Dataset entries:
^^^^^^^^^^^^^^^^

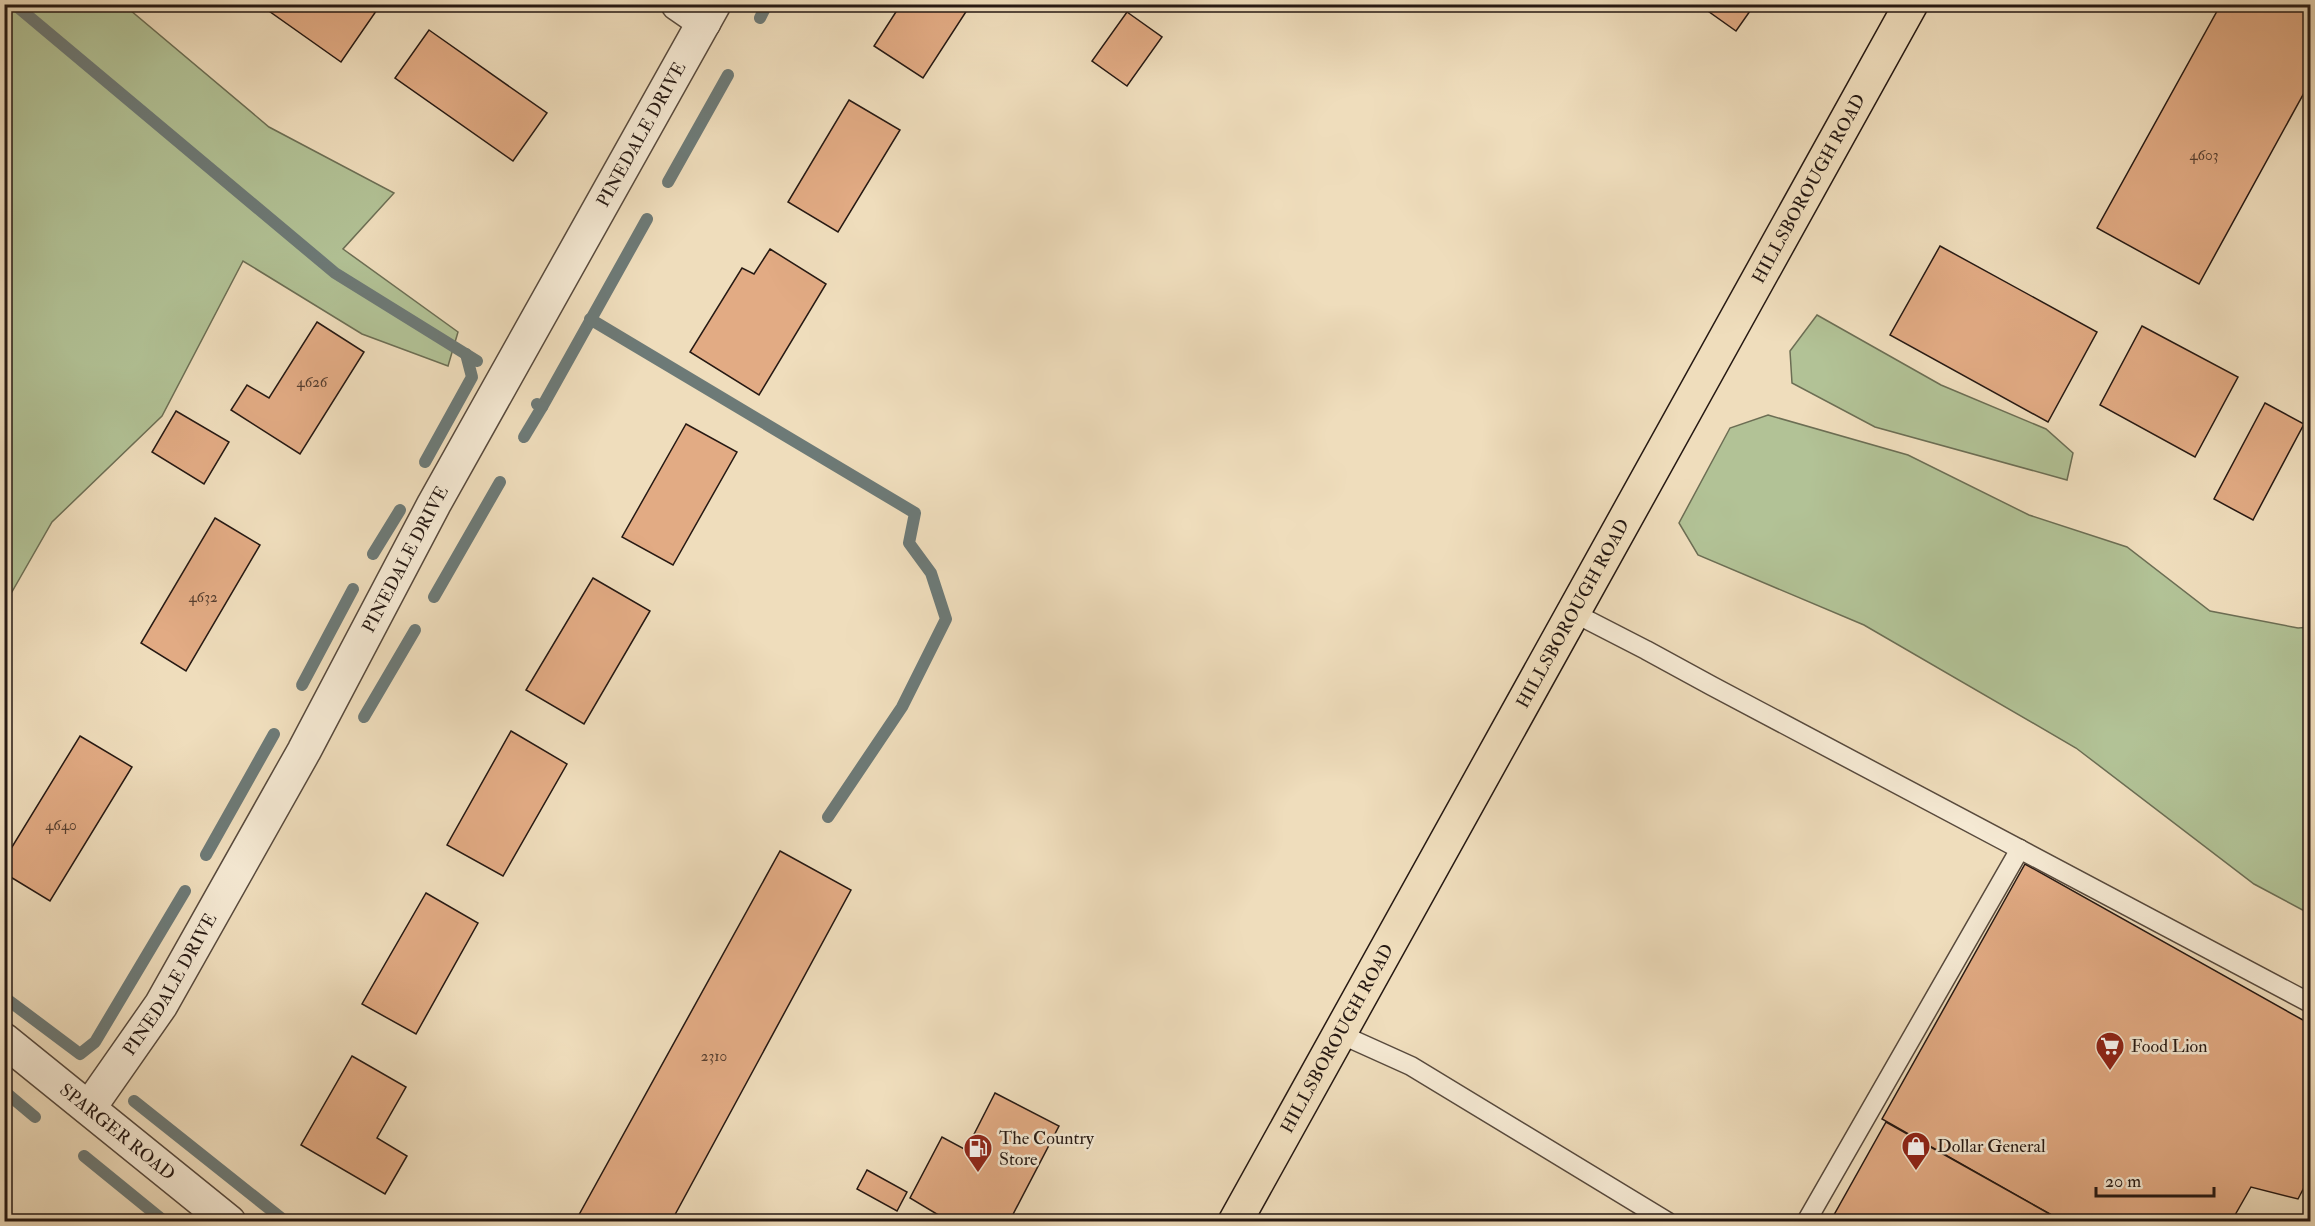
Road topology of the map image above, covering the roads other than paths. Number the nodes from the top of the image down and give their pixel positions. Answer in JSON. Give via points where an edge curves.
{"nodes":[{"id":1,"x":1911,"y":4,"type":"edge"},
{"id":2,"x":698,"y":10,"type":"edge"},
{"id":3,"x":1574,"y":613,"type":"junction"},
{"id":4,"x":2020,"y":849,"type":"junction"},
{"id":5,"x":2310,"y":1003,"type":"edge"},
{"id":6,"x":1340,"y":1034,"type":"junction"},
{"id":7,"x":4,"y":1040,"type":"edge"},
{"id":8,"x":89,"y":1108,"type":"junction"},
{"id":9,"x":229,"y":1221,"type":"edge"},
{"id":10,"x":1235,"y":1221,"type":"edge"},
{"id":11,"x":1668,"y":1221,"type":"edge"},
{"id":12,"x":1806,"y":1221,"type":"edge"}],
"edges":[{"from":1,"to":3,"type":"main road","name":"HILLSBOROUGH ROAD"},
{"from":2,"to":8,"type":"street","name":"PINEDALE DRIVE","via":[[304,751],[161,1005]]},
{"from":3,"to":4,"type":"lane"},
{"from":3,"to":6,"type":"main road","name":"HILLSBOROUGH ROAD"},
{"from":4,"to":5,"type":"lane"},
{"from":4,"to":12,"type":"lane"},
{"from":6,"to":10,"type":"main road","name":"HILLSBOROUGH ROAD"},
{"from":6,"to":11,"type":"lane","via":[[1411,1066]]},
{"from":7,"to":8,"type":"street","name":"SPARGER ROAD"},
{"from":8,"to":9,"type":"street","name":"SPARGER ROAD"}]}
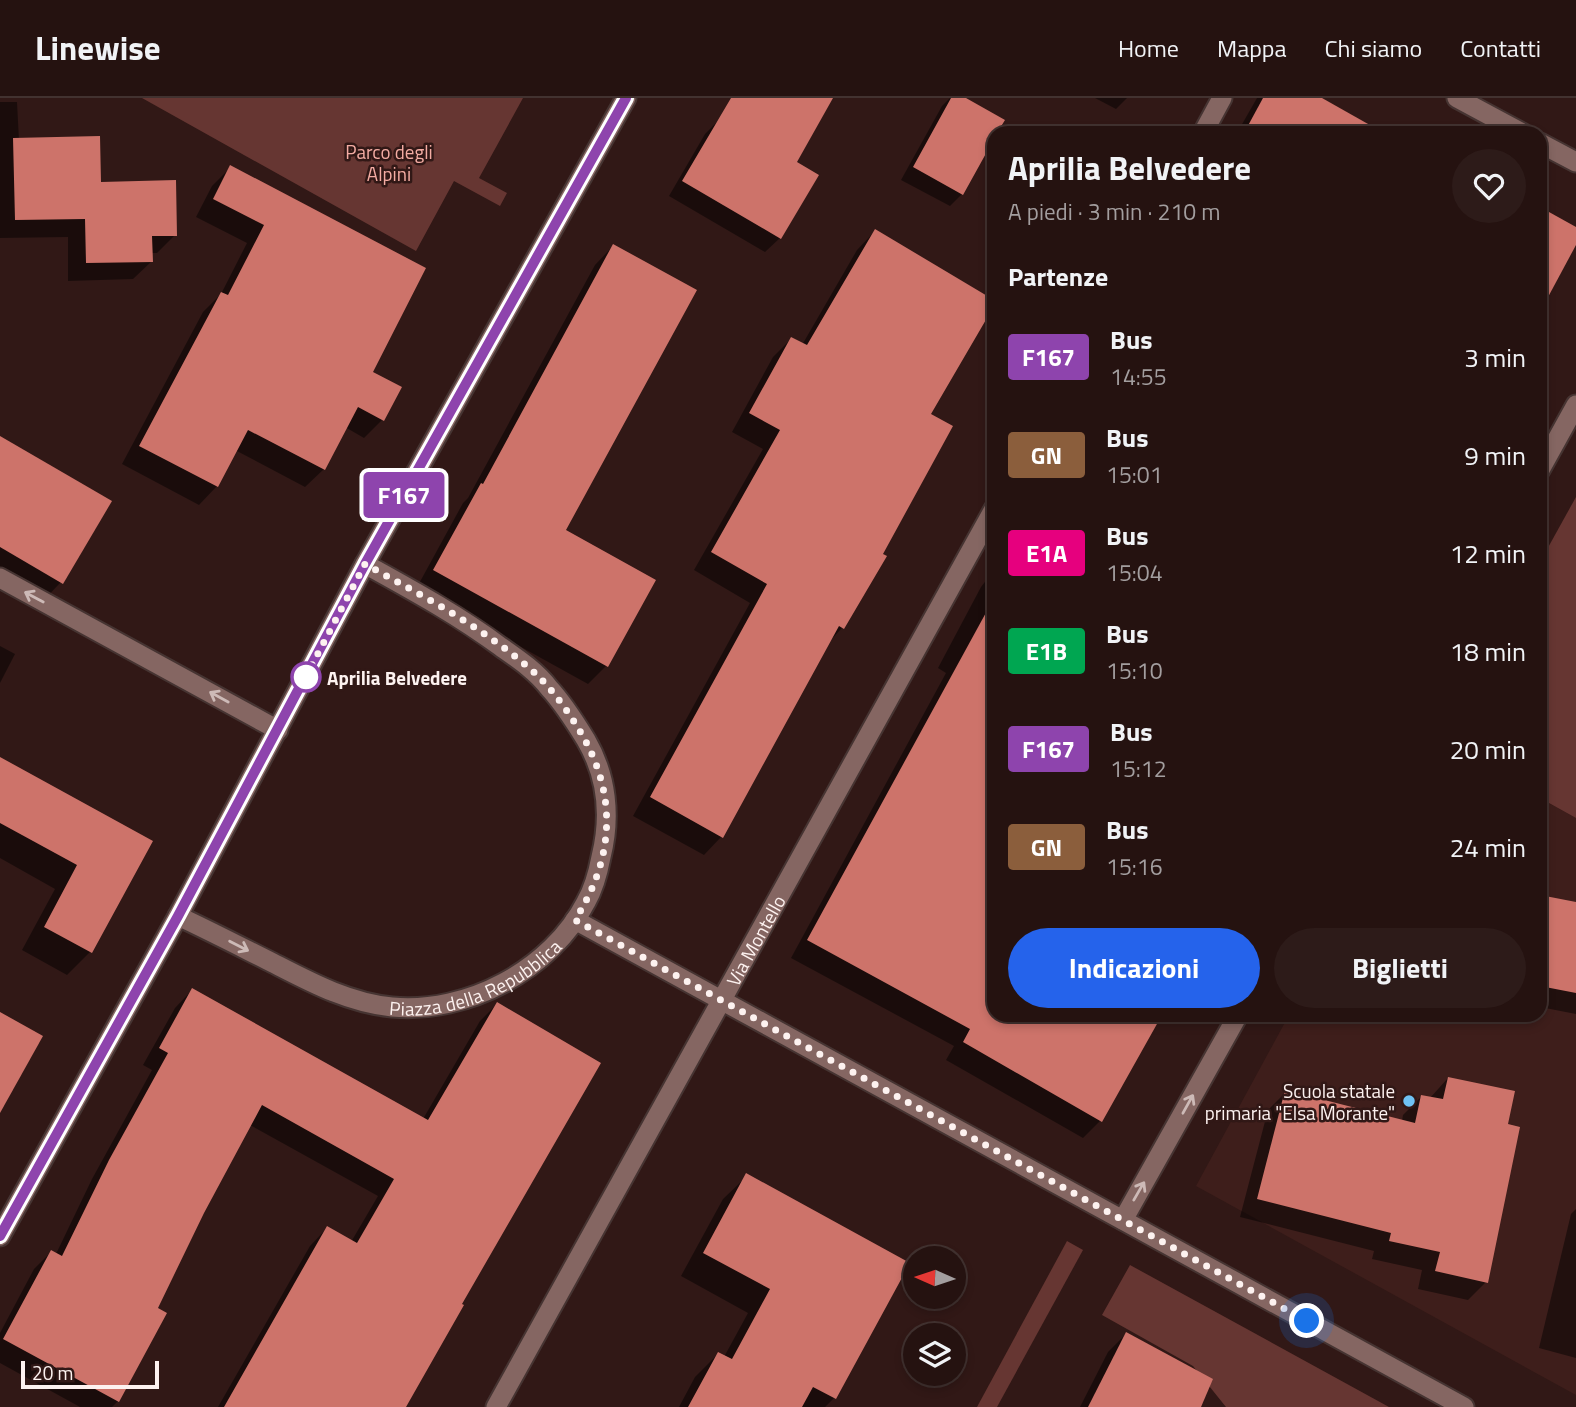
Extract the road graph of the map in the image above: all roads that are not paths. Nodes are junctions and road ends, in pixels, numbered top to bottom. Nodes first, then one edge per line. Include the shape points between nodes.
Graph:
1 (626, 98) edge
2 (1222, 98) edge
3 (1457, 98) edge
4 (1207, 126) edge
5 (1509, 126) edge
6 (1547, 146) edge
7 (1576, 162) edge
8 (1576, 405) edge
9 (1547, 457) edge
10 (987, 522) edge
11 (365, 564) junction
12 (0, 578) edge
13 (278, 730) junction
14 (178, 916) junction
15 (575, 920) junction
16 (722, 1000) junction
17 (1234, 1022) edge
18 (1123, 1220) junction
19 (0, 1236) edge
20 (496, 1407) edge
21 (1464, 1407) edge

1 - 11 street
2 - 4 street
3 - 5 street
6 - 7 street
8 - 9 street
10 - 16 street, Via Montello
11 - 13 street
11 - 15 street, Piazza della Repubblica via 462,619 527,666 549,687 586,741 601,774 607,834 595,882
13 -> 12 street
13 - 14 street
14 -> 15 street, Piazza della Repubblica via 327,990 390,1007 414,1008 463,999 520,974 548,952
14 - 19 street
15 - 16 street
16 - 18 street
16 - 20 street, Via Montello
18 -> 17 street
18 - 21 street

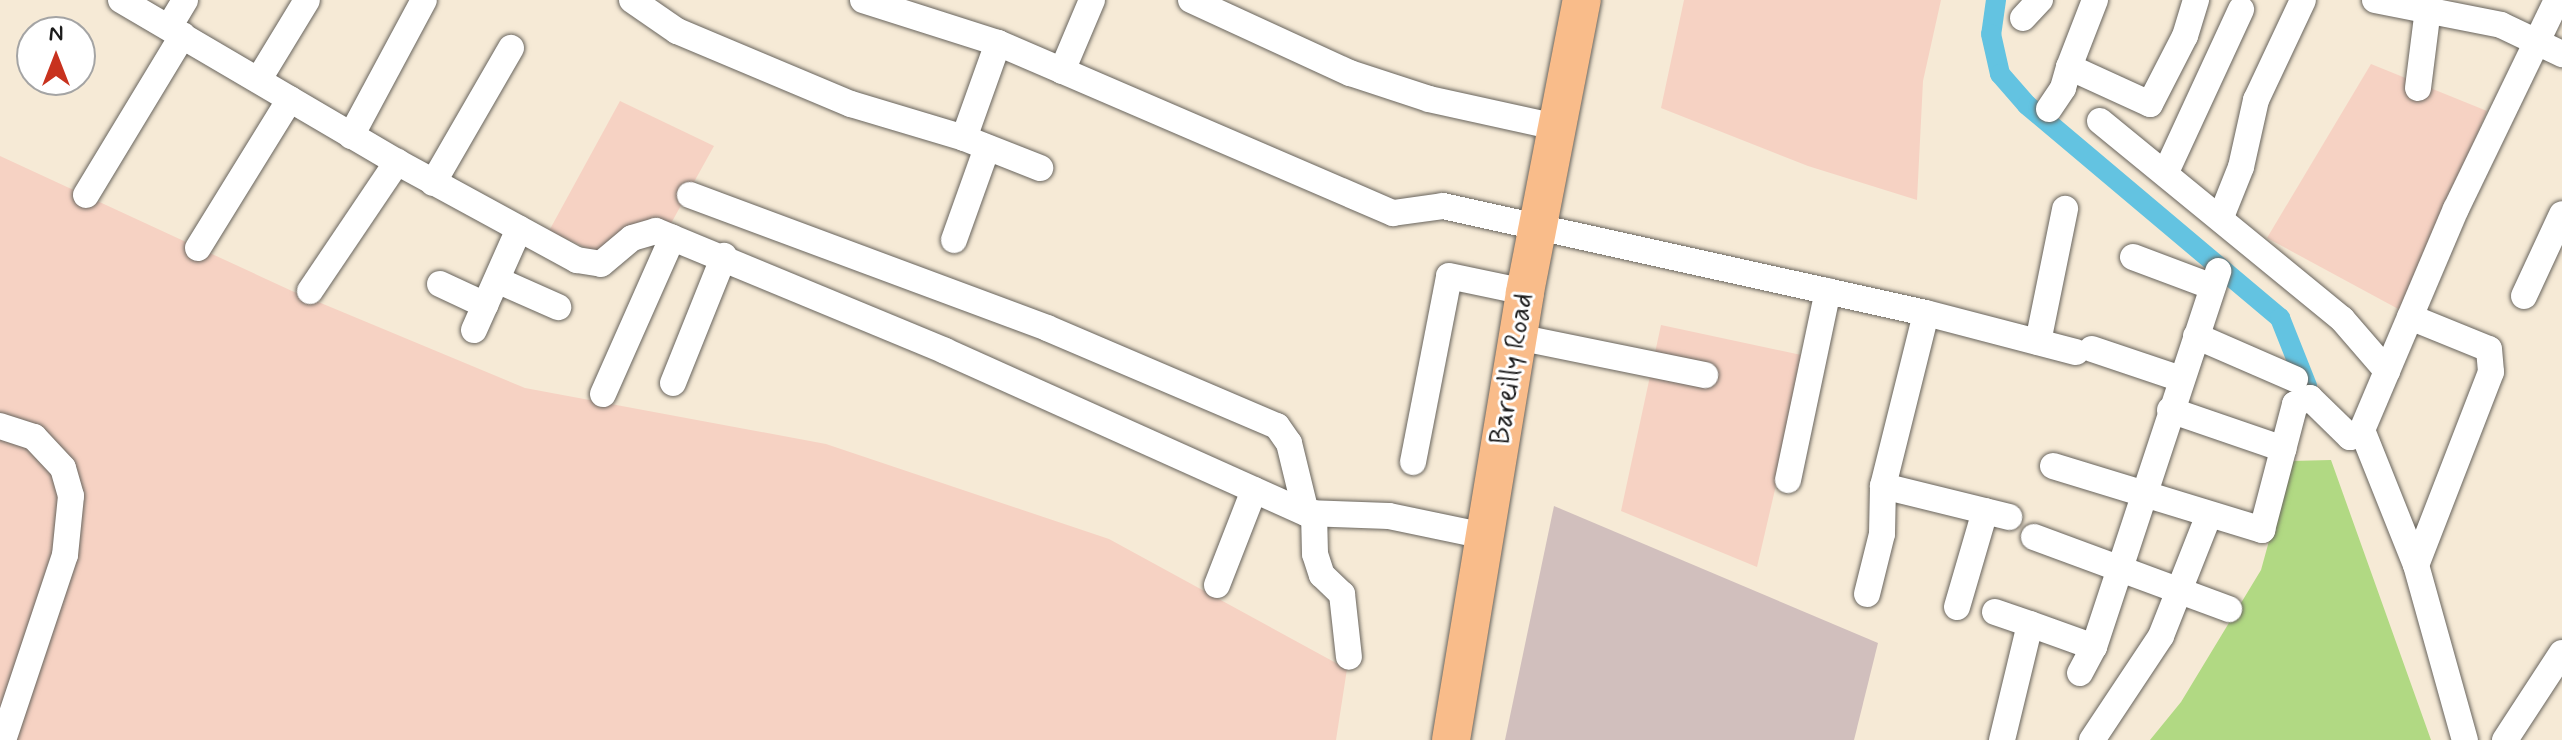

^^^^^^^^^^^^^^^^

__TASK__: No pictures should appear in the copy. Reproduce exactly the lines from the line containing "Extract the road" through the last line of the data, inclusive.

__EXERCISE SOLUTION__:
Extract the road graph of the map in the image above: all roads that are not paths. Nodes are junctions and road ends, in pixels, numbered top to bottom. Nodes first, then one edge per line. Include the shape points between nodes.
Graph:
1 (626, 98) edge
2 (1222, 98) edge
3 (1457, 98) edge
4 (1207, 126) edge
5 (1509, 126) edge
6 (1547, 146) edge
7 (1576, 162) edge
8 (1576, 405) edge
9 (1547, 457) edge
10 (987, 522) edge
11 (365, 564) junction
12 (0, 578) edge
13 (278, 730) junction
14 (178, 916) junction
15 (575, 920) junction
16 (722, 1000) junction
17 (1234, 1022) edge
18 (1123, 1220) junction
19 (0, 1236) edge
20 (496, 1407) edge
21 (1464, 1407) edge

1 - 11 street
2 - 4 street
3 - 5 street
6 - 7 street
8 - 9 street
10 - 16 street, Via Montello
11 - 13 street
11 - 15 street, Piazza della Repubblica via 462,619 527,666 549,687 586,741 601,774 607,834 595,882
13 -> 12 street
13 - 14 street
14 -> 15 street, Piazza della Repubblica via 327,990 390,1007 414,1008 463,999 520,974 548,952
14 - 19 street
15 - 16 street
16 - 18 street
16 - 20 street, Via Montello
18 -> 17 street
18 - 21 street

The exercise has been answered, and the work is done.